Silver Lake: And they’re wondering about a couple-three moments during those last five minutes. Weren’t there a couple-three shots out of sync? A couple times there, didn’t our lover boy bare his teeth? We were watching love bloom, the latest dose had made it bloom, somehow, some-who-knows-how, and so what was that , the lover boy baring his teeth? Even licking his chops ?

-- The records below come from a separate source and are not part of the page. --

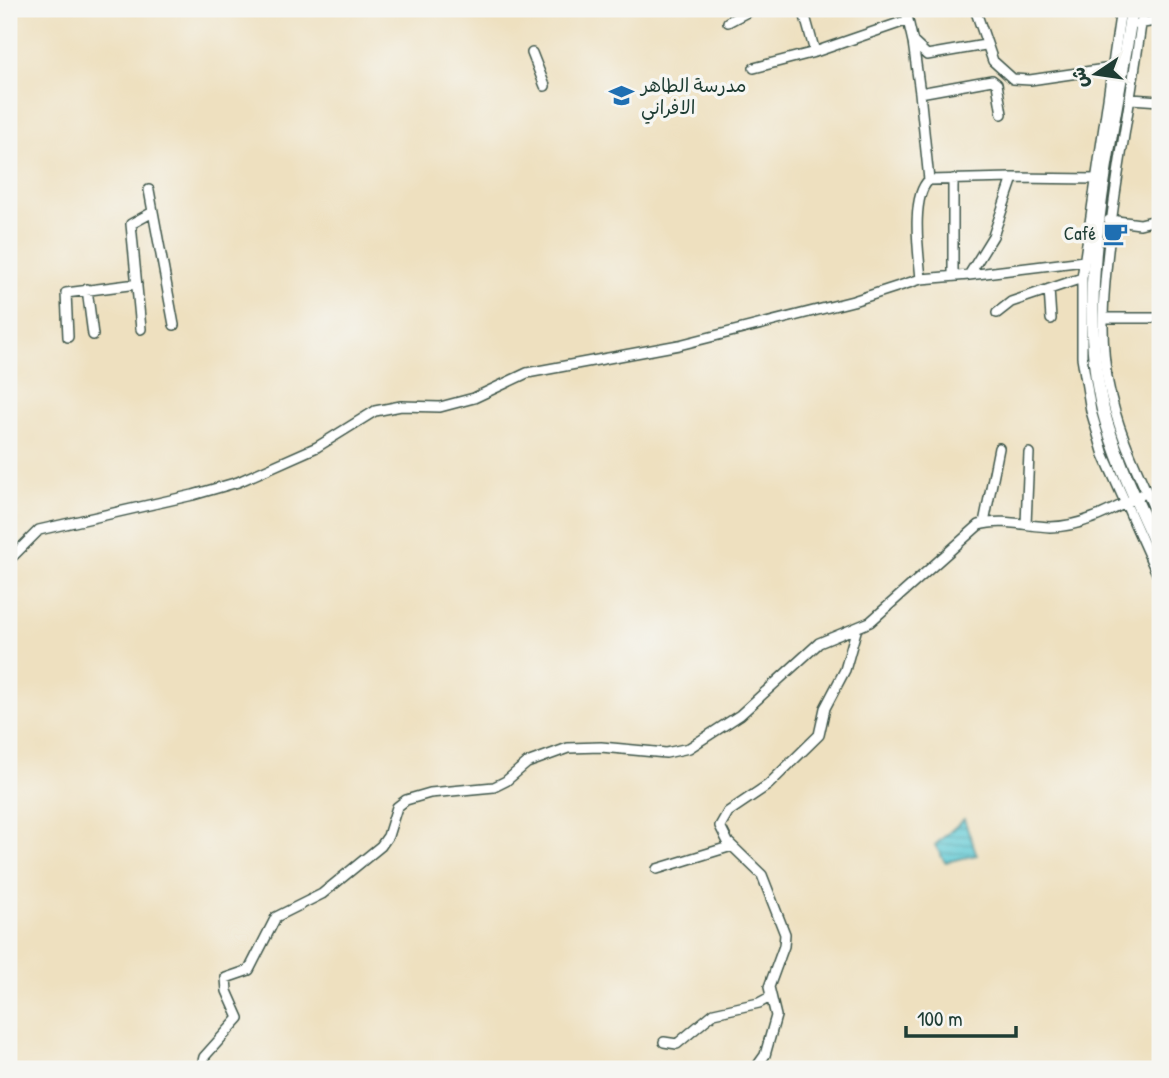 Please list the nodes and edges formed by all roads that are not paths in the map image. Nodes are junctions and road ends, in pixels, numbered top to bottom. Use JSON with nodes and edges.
{"nodes":[{"id":1,"x":753,"y":9,"type":"edge"},
{"id":2,"x":803,"y":9,"type":"edge"},
{"id":3,"x":905,"y":9,"type":"edge"},
{"id":4,"x":975,"y":9,"type":"edge"},
{"id":5,"x":1121,"y":9,"type":"edge"},
{"id":6,"x":1132,"y":9,"type":"edge"},
{"id":7,"x":1143,"y":9,"type":"edge"},
{"id":8,"x":908,"y":20,"type":"junction"},
{"id":9,"x":1160,"y":20,"type":"edge"},
{"id":10,"x":728,"y":22,"type":"dead end"},
{"id":11,"x":1135,"y":24,"type":"junction"},
{"id":12,"x":913,"y":42,"type":"junction"},
{"id":13,"x":985,"y":45,"type":"junction"},
{"id":14,"x":815,"y":52,"type":"junction"},
{"id":15,"x":532,"y":53,"type":"dead end"},
{"id":16,"x":754,"y":68,"type":"dead end"},
{"id":17,"x":1112,"y":68,"type":"junction"},
{"id":18,"x":1116,"y":83,"type":"junction"},
{"id":19,"x":545,"y":86,"type":"dead end"},
{"id":20,"x":920,"y":93,"type":"junction"},
{"id":21,"x":1130,"y":99,"type":"junction"},
{"id":22,"x":1160,"y":101,"type":"edge"},
{"id":23,"x":1002,"y":114,"type":"dead end"},
{"id":24,"x":1013,"y":178,"type":"junction"},
{"id":25,"x":953,"y":179,"type":"junction"},
{"id":26,"x":929,"y":180,"type":"junction"},
{"id":27,"x":1101,"y":180,"type":"junction"},
{"id":28,"x":149,"y":190,"type":"dead end"},
{"id":29,"x":153,"y":212,"type":"junction"},
{"id":30,"x":1101,"y":219,"type":"junction"},
{"id":31,"x":1160,"y":219,"type":"edge"},
{"id":32,"x":1084,"y":261,"type":"junction"},
{"id":33,"x":969,"y":275,"type":"junction"},
{"id":34,"x":953,"y":276,"type":"junction"},
{"id":35,"x":1082,"y":278,"type":"junction"},
{"id":36,"x":921,"y":279,"type":"junction"},
{"id":37,"x":137,"y":284,"type":"junction"},
{"id":38,"x":87,"y":289,"type":"junction"},
{"id":39,"x":1049,"y":289,"type":"junction"},
{"id":40,"x":997,"y":313,"type":"dead end"},
{"id":41,"x":1160,"y":318,"type":"edge"},
{"id":42,"x":1051,"y":319,"type":"dead end"},
{"id":43,"x":174,"y":325,"type":"dead end"},
{"id":44,"x":141,"y":329,"type":"dead end"},
{"id":45,"x":1095,"y":329,"type":"junction"},
{"id":46,"x":93,"y":335,"type":"dead end"},
{"id":47,"x":68,"y":337,"type":"dead end"},
{"id":48,"x":999,"y":448,"type":"dead end"},
{"id":49,"x":1029,"y":453,"type":"dead end"},
{"id":50,"x":1136,"y":498,"type":"junction"},
{"id":51,"x":1156,"y":502,"type":"edge"},
{"id":52,"x":1160,"y":522,"type":"edge"},
{"id":53,"x":985,"y":523,"type":"junction"},
{"id":54,"x":1026,"y":524,"type":"junction"},
{"id":55,"x":1160,"y":553,"type":"edge"},
{"id":56,"x":9,"y":560,"type":"edge"},
{"id":57,"x":1160,"y":580,"type":"edge"},
{"id":58,"x":856,"y":631,"type":"junction"},
{"id":59,"x":732,"y":846,"type":"junction"},
{"id":60,"x":657,"y":869,"type":"dead end"},
{"id":61,"x":770,"y":997,"type":"junction"},
{"id":62,"x":664,"y":1042,"type":"dead end"},
{"id":63,"x":201,"y":1069,"type":"edge"},
{"id":64,"x":755,"y":1069,"type":"edge"}],
"edges":[{"from":1,"to":10,"type":"street"},
{"from":2,"to":14,"type":"street"},
{"from":3,"to":8,"type":"street"},
{"from":4,"to":13,"type":"street"},
{"from":5,"to":17,"type":"street"},
{"from":6,"to":11,"type":"main road"},
{"from":7,"to":11,"type":"street"},
{"from":8,"to":12,"type":"street"},
{"from":8,"to":14,"type":"street"},
{"from":9,"to":11,"type":"street"},
{"from":11,"to":18,"type":"main road"},
{"from":11,"to":21,"type":"street"},
{"from":12,"to":13,"type":"street"},
{"from":12,"to":20,"type":"street"},
{"from":13,"to":17,"type":"street"},
{"from":14,"to":16,"type":"street"},
{"from":15,"to":19,"type":"street"},
{"from":17,"to":18,"type":"street"},
{"from":18,"to":27,"type":"main road"},
{"from":20,"to":23,"type":"street"},
{"from":20,"to":26,"type":"street"},
{"from":21,"to":22,"type":"street"},
{"from":21,"to":30,"type":"street"},
{"from":24,"to":25,"type":"street"},
{"from":24,"to":27,"type":"street"},
{"from":24,"to":33,"type":"street"},
{"from":25,"to":26,"type":"street"},
{"from":25,"to":34,"type":"street"},
{"from":26,"to":36,"type":"street"},
{"from":27,"to":30,"type":"main road"},
{"from":28,"to":29,"type":"street"},
{"from":29,"to":37,"type":"street"},
{"from":29,"to":43,"type":"street"},
{"from":30,"to":31,"type":"street"},
{"from":30,"to":32,"type":"street"},
{"from":30,"to":45,"type":"main road"},
{"from":32,"to":33,"type":"street"},
{"from":32,"to":35,"type":"street"},
{"from":33,"to":34,"type":"street"},
{"from":34,"to":36,"type":"street"},
{"from":35,"to":39,"type":"street"},
{"from":35,"to":45,"type":"street"},
{"from":36,"to":56,"type":"street"},
{"from":37,"to":38,"type":"street"},
{"from":37,"to":44,"type":"street"},
{"from":38,"to":46,"type":"street"},
{"from":38,"to":47,"type":"street"},
{"from":39,"to":40,"type":"street"},
{"from":39,"to":42,"type":"street"},
{"from":41,"to":45,"type":"street"},
{"from":45,"to":50,"type":"street"},
{"from":45,"to":50,"type":"main road"},
{"from":48,"to":53,"type":"street"},
{"from":49,"to":54,"type":"street"},
{"from":50,"to":51,"type":"street"},
{"from":50,"to":54,"type":"street"},
{"from":50,"to":55,"type":"main road"},
{"from":50,"to":57,"type":"street"},
{"from":51,"to":52,"type":"street"},
{"from":53,"to":54,"type":"street"},
{"from":53,"to":58,"type":"street"},
{"from":58,"to":59,"type":"street"},
{"from":58,"to":63,"type":"street"},
{"from":59,"to":60,"type":"street"},
{"from":59,"to":61,"type":"street"},
{"from":61,"to":62,"type":"street"},
{"from":61,"to":64,"type":"street"}]}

Venice: The girl’s showing more skin, too. I mean, a June wedding. And the way her undead crush is staring, uh, uh, that could be taken two ways. Could be romance, the way he’s staring, uh, could be…. Then we come to the wedding, and on the groom’s side of the aisle there’s a lot of touching. The groom’s side of the aisle, his crowd, they’re clumsy, in need of a hand.
Silver Lake: And remember the altar steps? The Best Man, and the one with half a leg, and the one who left his finger in his tie? Those guys are all pressing the flesh, passing the ring, straightening up each other’s monkey suits.
Venice: We could go more FX here. A director who knows his CGI, he could show us microbes leaping.
Silver Lake: You see how the new paradigm keeps unfolding? How even now there’s another petal unfolding? This is the danger petal, a serious scare just in the way the groom smiles, as the preacher says You may kiss…
Venice: Wedding apocalypse. Boom.
Silver Lake: What about the side effects? Didn’t anyone think about the who-knows-how side effects ? But no one did, it appears, and certainly not our girl.
Venice: Whipping up the new prescription had her hypnotized.
Silver Lake: Her happy ending does a cartwheel straight into the end of the world!